With this and other new offerings, such as Corporate Bonds Futures, we support our customers amid the massive challenges that they have to master in order to remain competitive. In this area, it hasn't just been about banks for a long time now. Since the financial crisis, the importance of other market participants has grown significantly. Increasingly, it is specialised proprietary traders and market makers that fulfil institutional clients' needs and requirements. We therefore regularly emphasise the necessity of proportionate regulation of these companies – ultimately, they are increasingly making an important contribution to economic growth in Europe. And in view of what we face with Brexit – the drawn-out negotiations are concerning – each and every contribution to economic growth is necessary. The fact that Brussels is intensively discussing the capital markets union and deepening the economic and monetary union is a good sign. An integrated, well-functioning financial system is essential to this end. Stable, efficient and transparent derivatives markets are a part of this. They're an important precondition for sustainable economic growth.

The financial centre Frankfurt plays an important role in all these issues. Here, we work together with our customers and with regulators to drive the transition that regulators want of OTC business to the stock exchange. The innovation and “engineering” behind new products such as Total Return Futures take place in Frankfurt and are exported from there to the world.

Integrated business model

At the same time, our product range supports investors from all over the world with their investments in the euro zone. Without the opportunity to manage risks efficiently, hardly anyone can transfer capital any more these days. We provide this opportunity and thus contribute to the attractiveness of Europe's capital markets. As a stock exchange regulated in Germany, Eurex stands for transparency, liquidity and global connectivity like practically no other futures exchange.

Our integrated business model with trading and clearing – and within Deutsche Börse Group also with collateral management and index business – offers competitive advantages particularly in regard to product innovation. Compared to horizontal models, we can approach innovation in a holistic manner.

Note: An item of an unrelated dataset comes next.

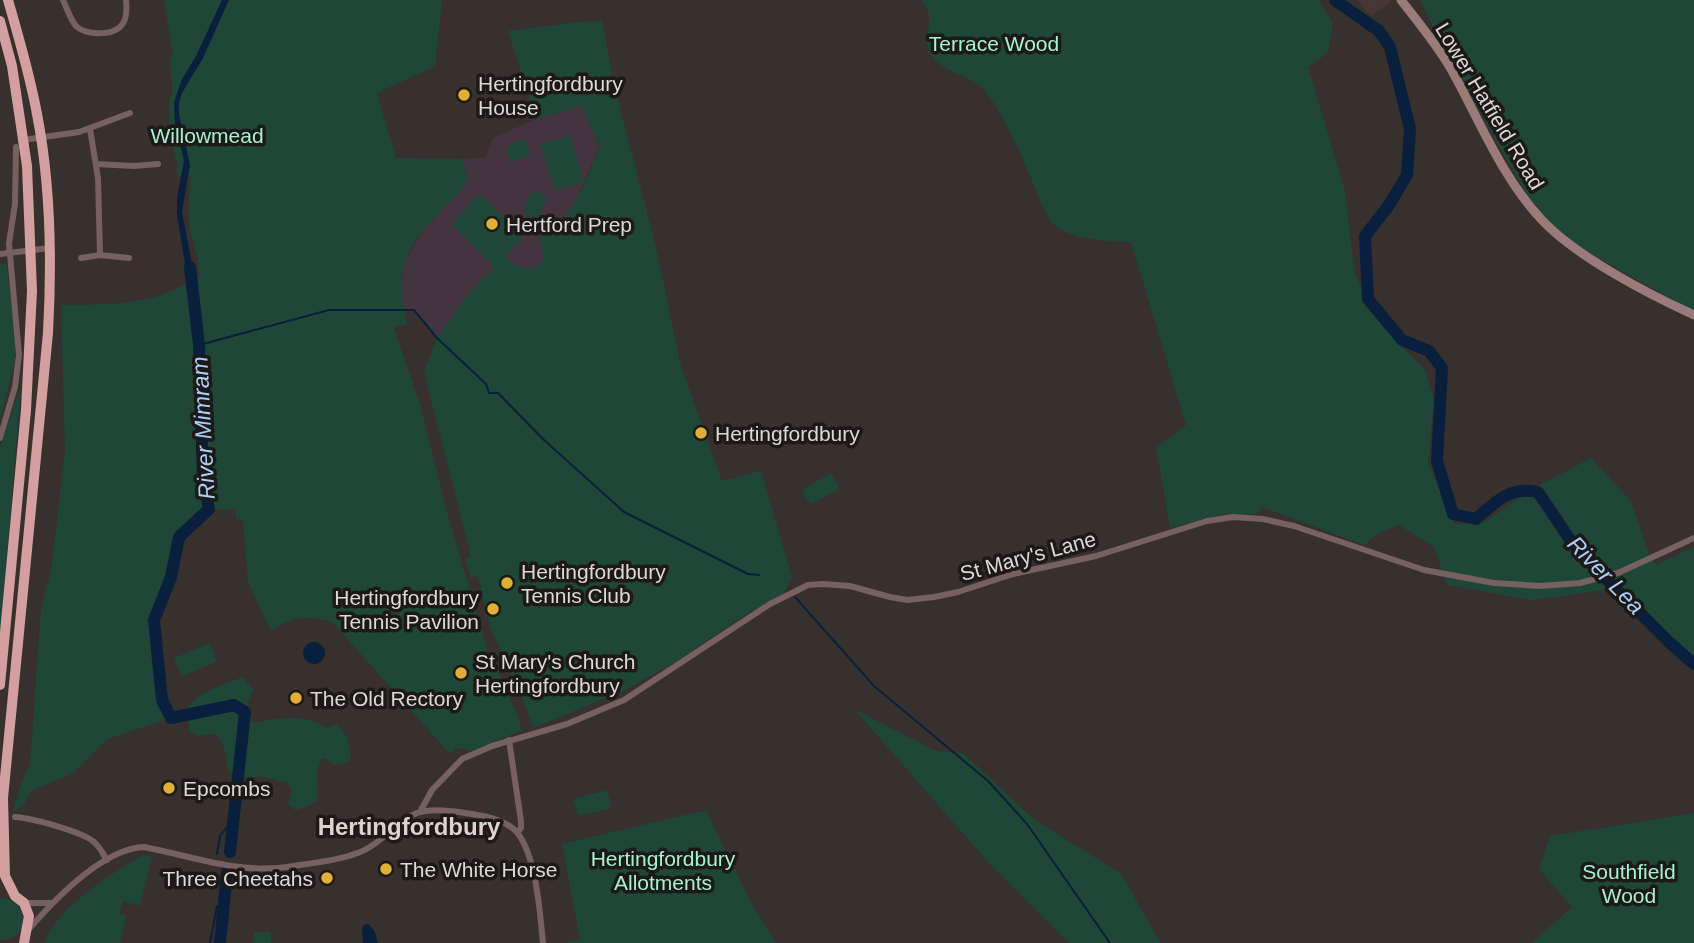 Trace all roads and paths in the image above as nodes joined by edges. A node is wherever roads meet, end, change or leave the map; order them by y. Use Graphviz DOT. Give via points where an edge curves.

Through it all, our focus is always first and foremost on system stability. Our innovations primarily target strengthening market integrity. That happens particularly through transparency. Change does not happen overnight. The path we have embarked on from OTC traded derivatives to a central, transparent order book is a long one. But we can steer it through product innovations with new market models, direct access models for institutional clients and efficient risk models or new market models and thus do all we can to support the regulatory agenda.